Saturday 22 November 2014

Handy hand-out: fold an octavo sheet

I took a handful of books to a medical museum object handling session on Monday 17 November, and made a fancy handout to go with them.

I wanted visitors to be able to take away the details of the books on show, but thought it might be fun if the handout was also a practical demonstration of one element book construction, namely of imposition and sheet folding.

So the fold-your-own-octavo-sheet handout template was born.

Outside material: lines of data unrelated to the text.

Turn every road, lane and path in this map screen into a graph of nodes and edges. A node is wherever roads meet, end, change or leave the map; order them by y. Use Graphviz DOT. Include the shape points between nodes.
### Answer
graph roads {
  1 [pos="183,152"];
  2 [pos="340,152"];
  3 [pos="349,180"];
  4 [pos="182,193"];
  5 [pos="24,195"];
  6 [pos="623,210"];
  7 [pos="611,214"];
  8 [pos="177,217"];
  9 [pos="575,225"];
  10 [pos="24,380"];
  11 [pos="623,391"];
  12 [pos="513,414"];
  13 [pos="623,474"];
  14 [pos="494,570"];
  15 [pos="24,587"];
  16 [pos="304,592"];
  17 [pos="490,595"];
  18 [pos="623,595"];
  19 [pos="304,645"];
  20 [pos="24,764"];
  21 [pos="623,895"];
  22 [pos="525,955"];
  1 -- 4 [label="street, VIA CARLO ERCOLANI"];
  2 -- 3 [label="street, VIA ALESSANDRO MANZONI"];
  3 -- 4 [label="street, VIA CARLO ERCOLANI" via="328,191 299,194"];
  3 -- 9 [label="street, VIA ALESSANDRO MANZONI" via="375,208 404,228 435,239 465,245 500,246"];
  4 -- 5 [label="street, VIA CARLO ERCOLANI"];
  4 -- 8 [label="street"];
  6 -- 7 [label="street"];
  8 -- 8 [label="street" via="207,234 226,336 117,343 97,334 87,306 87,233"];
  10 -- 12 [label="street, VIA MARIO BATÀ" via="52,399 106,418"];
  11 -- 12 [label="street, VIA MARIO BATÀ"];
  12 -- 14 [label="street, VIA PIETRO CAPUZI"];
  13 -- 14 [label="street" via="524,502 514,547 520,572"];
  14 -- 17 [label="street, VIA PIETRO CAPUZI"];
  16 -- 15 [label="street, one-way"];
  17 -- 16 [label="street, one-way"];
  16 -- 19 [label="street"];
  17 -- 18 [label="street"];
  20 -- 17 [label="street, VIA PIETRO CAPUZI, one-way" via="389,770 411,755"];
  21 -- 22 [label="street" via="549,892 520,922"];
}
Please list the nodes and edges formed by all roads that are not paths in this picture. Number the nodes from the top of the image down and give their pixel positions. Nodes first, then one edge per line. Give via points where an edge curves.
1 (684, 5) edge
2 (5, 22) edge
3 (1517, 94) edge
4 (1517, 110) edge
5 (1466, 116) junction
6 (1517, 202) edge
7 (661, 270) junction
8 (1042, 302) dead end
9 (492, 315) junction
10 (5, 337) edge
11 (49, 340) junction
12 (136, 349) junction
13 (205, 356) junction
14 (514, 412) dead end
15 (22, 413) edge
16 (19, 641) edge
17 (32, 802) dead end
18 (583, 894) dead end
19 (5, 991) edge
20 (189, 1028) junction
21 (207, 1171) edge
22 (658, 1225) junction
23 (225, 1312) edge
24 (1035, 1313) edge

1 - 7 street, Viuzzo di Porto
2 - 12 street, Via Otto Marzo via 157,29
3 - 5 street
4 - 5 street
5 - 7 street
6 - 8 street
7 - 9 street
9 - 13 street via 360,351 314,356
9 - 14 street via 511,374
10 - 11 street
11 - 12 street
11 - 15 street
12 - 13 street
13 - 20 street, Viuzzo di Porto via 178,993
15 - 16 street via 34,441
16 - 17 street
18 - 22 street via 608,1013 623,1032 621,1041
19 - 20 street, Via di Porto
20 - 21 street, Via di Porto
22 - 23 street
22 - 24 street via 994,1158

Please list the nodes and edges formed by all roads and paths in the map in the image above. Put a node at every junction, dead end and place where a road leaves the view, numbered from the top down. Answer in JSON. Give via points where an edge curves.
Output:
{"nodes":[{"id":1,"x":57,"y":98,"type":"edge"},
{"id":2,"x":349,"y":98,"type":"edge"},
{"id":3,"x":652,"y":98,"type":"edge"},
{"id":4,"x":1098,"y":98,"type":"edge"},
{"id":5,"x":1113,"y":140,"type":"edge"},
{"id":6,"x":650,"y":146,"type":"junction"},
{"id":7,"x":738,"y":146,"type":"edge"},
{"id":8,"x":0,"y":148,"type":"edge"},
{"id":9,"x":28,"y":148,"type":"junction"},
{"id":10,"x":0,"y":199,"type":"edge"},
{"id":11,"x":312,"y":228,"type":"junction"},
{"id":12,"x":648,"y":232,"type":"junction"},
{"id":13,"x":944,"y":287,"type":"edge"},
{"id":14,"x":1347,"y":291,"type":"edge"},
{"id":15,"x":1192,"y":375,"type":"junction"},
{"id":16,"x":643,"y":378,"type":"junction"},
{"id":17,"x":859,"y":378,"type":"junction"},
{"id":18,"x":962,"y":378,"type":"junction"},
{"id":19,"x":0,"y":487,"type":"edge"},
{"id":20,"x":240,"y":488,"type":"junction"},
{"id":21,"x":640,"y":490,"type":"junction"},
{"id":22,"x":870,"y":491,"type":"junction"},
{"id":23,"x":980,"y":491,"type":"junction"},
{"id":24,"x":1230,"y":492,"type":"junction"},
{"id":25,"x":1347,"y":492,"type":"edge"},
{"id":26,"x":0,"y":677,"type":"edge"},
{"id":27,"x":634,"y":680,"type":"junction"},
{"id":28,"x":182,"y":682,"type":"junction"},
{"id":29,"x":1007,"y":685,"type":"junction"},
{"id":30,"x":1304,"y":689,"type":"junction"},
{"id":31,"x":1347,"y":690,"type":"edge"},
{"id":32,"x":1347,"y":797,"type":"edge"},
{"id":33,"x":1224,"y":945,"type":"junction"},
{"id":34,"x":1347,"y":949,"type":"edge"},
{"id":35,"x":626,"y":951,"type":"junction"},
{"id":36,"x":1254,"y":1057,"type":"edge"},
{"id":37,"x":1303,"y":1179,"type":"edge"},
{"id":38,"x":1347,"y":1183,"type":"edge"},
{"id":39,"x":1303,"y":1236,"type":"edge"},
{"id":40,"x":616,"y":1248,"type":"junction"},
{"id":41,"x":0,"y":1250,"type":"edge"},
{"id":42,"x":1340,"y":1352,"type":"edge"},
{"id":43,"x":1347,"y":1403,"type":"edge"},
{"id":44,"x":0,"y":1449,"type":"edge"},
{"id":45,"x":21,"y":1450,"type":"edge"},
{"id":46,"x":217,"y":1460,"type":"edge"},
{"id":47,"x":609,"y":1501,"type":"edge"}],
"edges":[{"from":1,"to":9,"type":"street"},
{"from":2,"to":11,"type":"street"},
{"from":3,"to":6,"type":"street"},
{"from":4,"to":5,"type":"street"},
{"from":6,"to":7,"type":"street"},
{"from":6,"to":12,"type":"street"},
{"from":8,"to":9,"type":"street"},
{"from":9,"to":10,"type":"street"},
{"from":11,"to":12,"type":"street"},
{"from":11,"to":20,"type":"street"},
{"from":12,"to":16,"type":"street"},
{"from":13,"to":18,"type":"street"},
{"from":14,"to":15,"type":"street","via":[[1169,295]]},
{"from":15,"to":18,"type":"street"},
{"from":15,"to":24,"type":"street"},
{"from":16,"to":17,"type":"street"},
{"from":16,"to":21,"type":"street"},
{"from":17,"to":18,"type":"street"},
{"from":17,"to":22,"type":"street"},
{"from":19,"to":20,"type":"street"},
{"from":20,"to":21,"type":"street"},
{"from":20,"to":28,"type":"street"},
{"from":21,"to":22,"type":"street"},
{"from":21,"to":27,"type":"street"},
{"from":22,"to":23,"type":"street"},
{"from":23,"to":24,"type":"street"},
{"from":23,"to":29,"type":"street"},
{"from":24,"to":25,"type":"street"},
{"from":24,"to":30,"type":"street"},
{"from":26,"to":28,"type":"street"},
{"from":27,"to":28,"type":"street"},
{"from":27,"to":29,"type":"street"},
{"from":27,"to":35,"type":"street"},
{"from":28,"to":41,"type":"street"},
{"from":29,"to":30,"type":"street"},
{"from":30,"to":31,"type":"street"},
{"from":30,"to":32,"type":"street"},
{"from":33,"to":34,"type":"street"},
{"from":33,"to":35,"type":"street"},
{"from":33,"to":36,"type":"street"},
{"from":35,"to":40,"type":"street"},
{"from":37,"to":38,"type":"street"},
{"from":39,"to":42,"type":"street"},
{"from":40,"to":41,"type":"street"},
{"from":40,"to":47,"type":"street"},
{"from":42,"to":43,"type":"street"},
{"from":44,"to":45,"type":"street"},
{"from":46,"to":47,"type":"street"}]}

There are two main parts, which I'm happy for you to use and reuse as you wish. CC By 4.0 - you can do whatever you like, but please attribute the original to me:
  1. The template for creating your own handout.  This is put together in Powerpoint, and set up for an A4 page. You'll probably need to adjust the position(s) of the grid of boxes on one or both pages to allow for the peculiarities of your local printer: it might not print the pages exactly lined up on each other without a bit of fiddling.
  2. A how-to illustration showing how to fold the sheet into a booklet.
    1. As a Powerpoint file that you can fiddle with and substitute the 'FIRST PAGE' text with the actual first page/image of your handout, or add page numbers into the corners, or signatures into the other corners, if you want to.
    2. As a .png image file (use this link for full size file) ready to insert into any document.


There's also a bonus third part:
  1. The pdf of the handout I used for the event itself as an example and a prompt for you to create something better. It's set in house-style Calibri font, which doesn't give the most rare books vibe, it has to be said. 

Someone will doubtless point out that Powerpoint is a ludicrous choice of programme to do this in, but it worked for me when I was in quite a rush to get this done, and I'm pretty happy with the result.

And there's a non-zero chance that I've actually got something technically wrong with the layout and imposition, in which case, do please yell! It took an embarrassing number of attempts to get watermarks right. (The elephant is Briquet 5948, by the way.)

I'm going to write up further thoughts on museum-style handling sessions using rare books in due course, and I'll be hoping for contributions and thoughts from other people who are doing this already or who would like to. So get your thinking caps on!